Published on Wednesday, November 19, 2014
Media Contact: Dustin Barnes at 601-984-1970 or email@example.com.
Two of the nation’s biggest health issues – obesity and dementia – are the target of the latest investigation to come from the University of Mississippi Medical Center. Specifically, Dr. Gwen Windham is looking for evidence of obesity as a potential risk factor for developing dementia later in life.
Windham, associate professor of clinical geriatrics/gerontology at UMMC and director of the MIND Center Clinic, has been awarded a $1.2 million grant from the National Institute on Aging, part of the National Institutes of Health, to look into a potential causal relationship between the two factors.
“This is actually a project that stems from the idea that treatment trials of Alzheimer's disease and other dementias have really been very disappointing,” said Windham. “None of the drugs have worked very well, and some have actually been very harmful. Many people are now rethinking what is the best approach and focusing on prevention.”
Windham said focusing on modifiable risk factors – in this case, obesity – and understanding how changing that factor can reduce the risk of dementia is the goal of her study.
Leading the study from Jackson, Windham is working with researchers at Mayo Clinic and Boston University to examine previously collected samples from study volunteers at UMMC.
The other two medical centers are responsible for analyzing the blood samples and providing expertise on the biomarkers of interest, said Windham. Those samples were collected during a previous years-long UMMC study measuring the effects of hypertension on the brain.
Dr. Stephen Turner, a nephrology and hypertension researcher at Mayo Clinic, was involved in the former study involving UMMC and now works with Windham on her new study.
Turner said the MIND Center, UMMC’s Alzheimer’s and dementia research and clinical care initiative, and its director, Dr. Tom Mosley, had the foresight in the former study – which ran in the mid- to late-2000s – to ask researchers to determine the cognitive function of participants.
By adding those extra measurements in an earlier study with already vetted participants, Mosley and others created an information pool from which later studies could pull.
“It just doesn’t make sense to ignore all you did before and start a new study,” said Turner.
Windham said by using the blood samples, biological measurements and cognitive tests gathered from the earlier study actually saves time and money, an increasingly difficult commodity to acquire for new studies.

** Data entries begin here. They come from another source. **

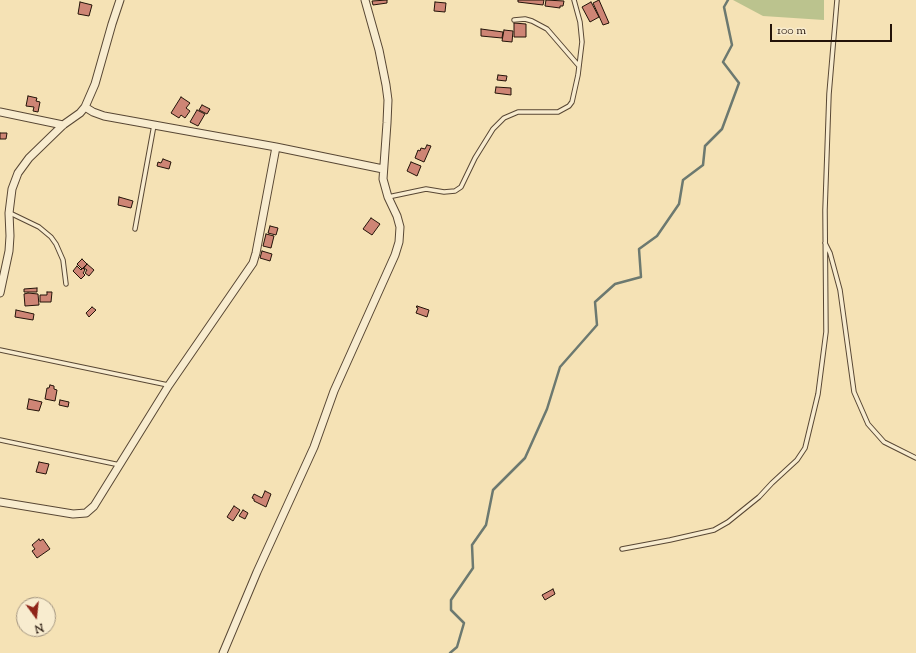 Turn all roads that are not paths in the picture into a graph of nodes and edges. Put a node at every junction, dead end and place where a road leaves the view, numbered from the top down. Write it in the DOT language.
graph roads {
  1 [pos="120,0"];
  2 [pos="365,0"];
  3 [pos="574,0"];
  4 [pos="837,0"];
  5 [pos="514,20"];
  6 [pos="579,66"];
  7 [pos="85,107"];
  8 [pos="0,112"];
  9 [pos="62,125"];
  10 [pos="154,125"];
  11 [pos="276,147"];
  12 [pos="383,169"];
  13 [pos="388,197"];
  14 [pos="9,213"];
  15 [pos="135,229"];
  16 [pos="825,243"];
  17 [pos="66,284"];
  18 [pos="0,293"];
  19 [pos="0,350"];
  20 [pos="169,386"];
  21 [pos="0,440"];
  22 [pos="916,458"];
  23 [pos="120,465"];
  24 [pos="0,502"];
  25 [pos="622,549"];
  26 [pos="223,653"];
  1 -- 7 [label="street"];
  2 -- 12 [label="street"];
  3 -- 6 [label="lane"];
  4 -- 16 [label="lane"];
  5 -- 6 [label="lane"];
  6 -- 13 [label="lane"];
  7 -- 9 [label="street"];
  7 -- 10 [label="street"];
  8 -- 9 [label="street"];
  9 -- 14 [label="street"];
  10 -- 11 [label="street"];
  10 -- 15 [label="lane"];
  11 -- 12 [label="street"];
  11 -- 20 [label="street"];
  12 -- 13 [label="street"];
  13 -- 26 [label="street"];
  14 -- 17 [label="lane"];
  14 -- 18 [label="street"];
  16 -- 22 [label="lane"];
  16 -- 25 [label="lane"];
  19 -- 20 [label="lane"];
  20 -- 23 [label="street"];
  21 -- 23 [label="lane"];
  23 -- 24 [label="street"];
} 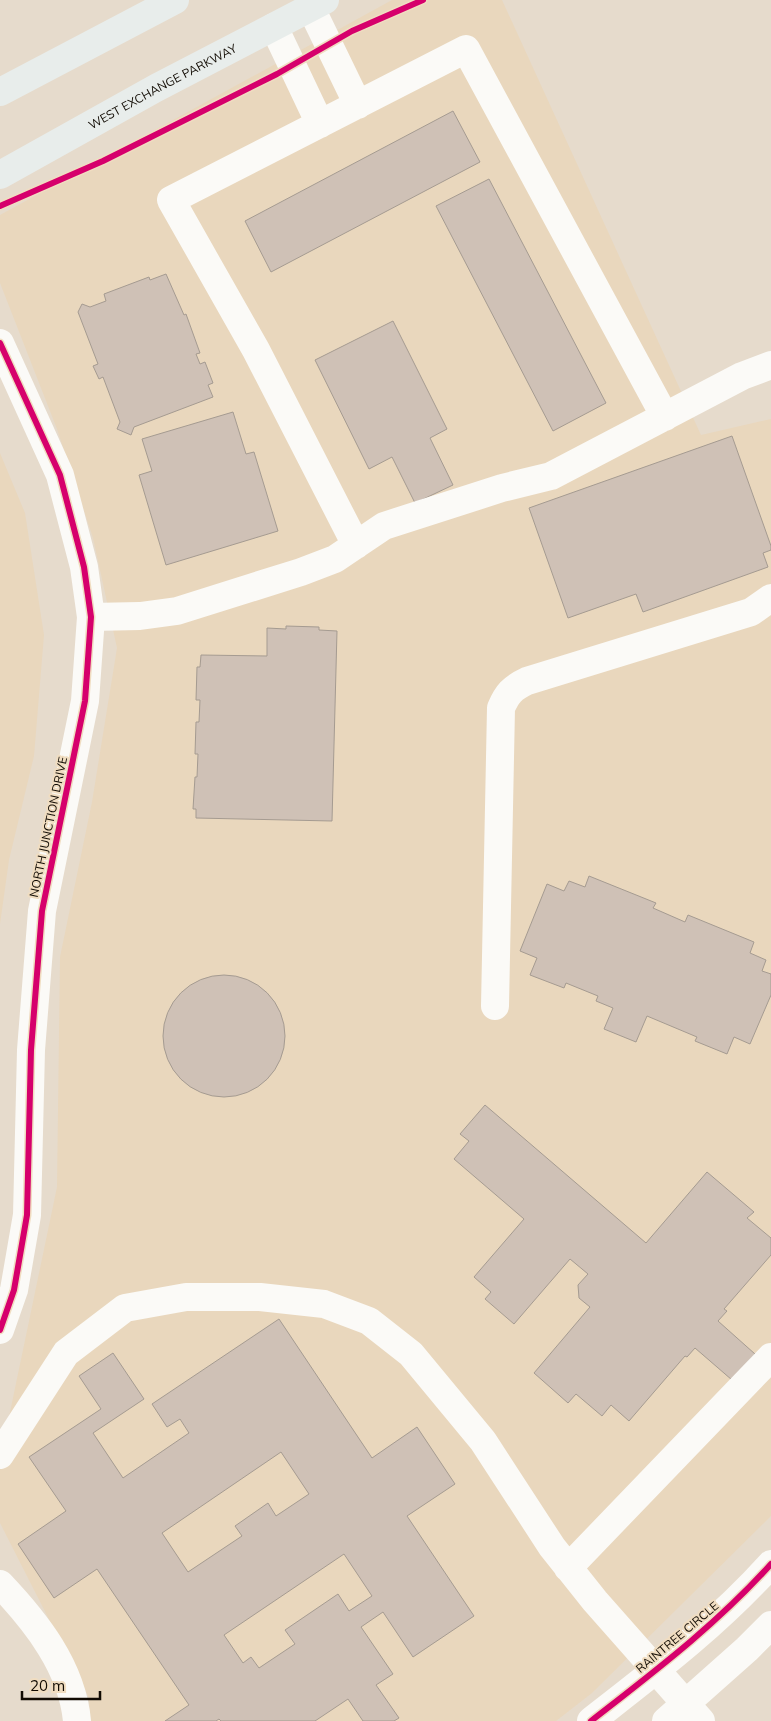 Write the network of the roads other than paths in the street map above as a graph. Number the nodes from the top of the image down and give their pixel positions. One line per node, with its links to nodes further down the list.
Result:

“We're very proud of her,” said Mosley, a colleague and mentor of Windham. “Getting funding from the National Institutes of Health is highly competitive and always a challenge. She wrote a fantastic grant, got a good score and got it funded.”
Mosley said Windham’s study is another example of UMMC’s collaborative efforts with Mayo Clinic, and also holds powerful implications for a region where obesity remains a widespread problem.
“It's very relevant for Mississippi,” he said of Windham’s study. “We have a lot of obesity. How does that relate to an aging brain? It's a very relevant question for us.”
Windham said certain population groups seem to be at an increased risk of obesity and dementia. The Jackson study is comprised solely of African-American participants, one such group considered to be at a higher risk for both conditions.
“We do think that there's pretty good evidence that cardiovascular risk factors – like diabetes and hypertension – increase the risk of dementia,” she said. “And we've shown that it does affect cognitive decline over time just looking at even mid-life hypertension and diabetes.
“Then you follow people for 20 years, and you see those with these conditions develop more cognitive decline that those who don't,” Windham added. “So this is a good site to investigate the relationships of obesity as well as cardiovascular risk factors on outcomes including dementia and cognitive decline.”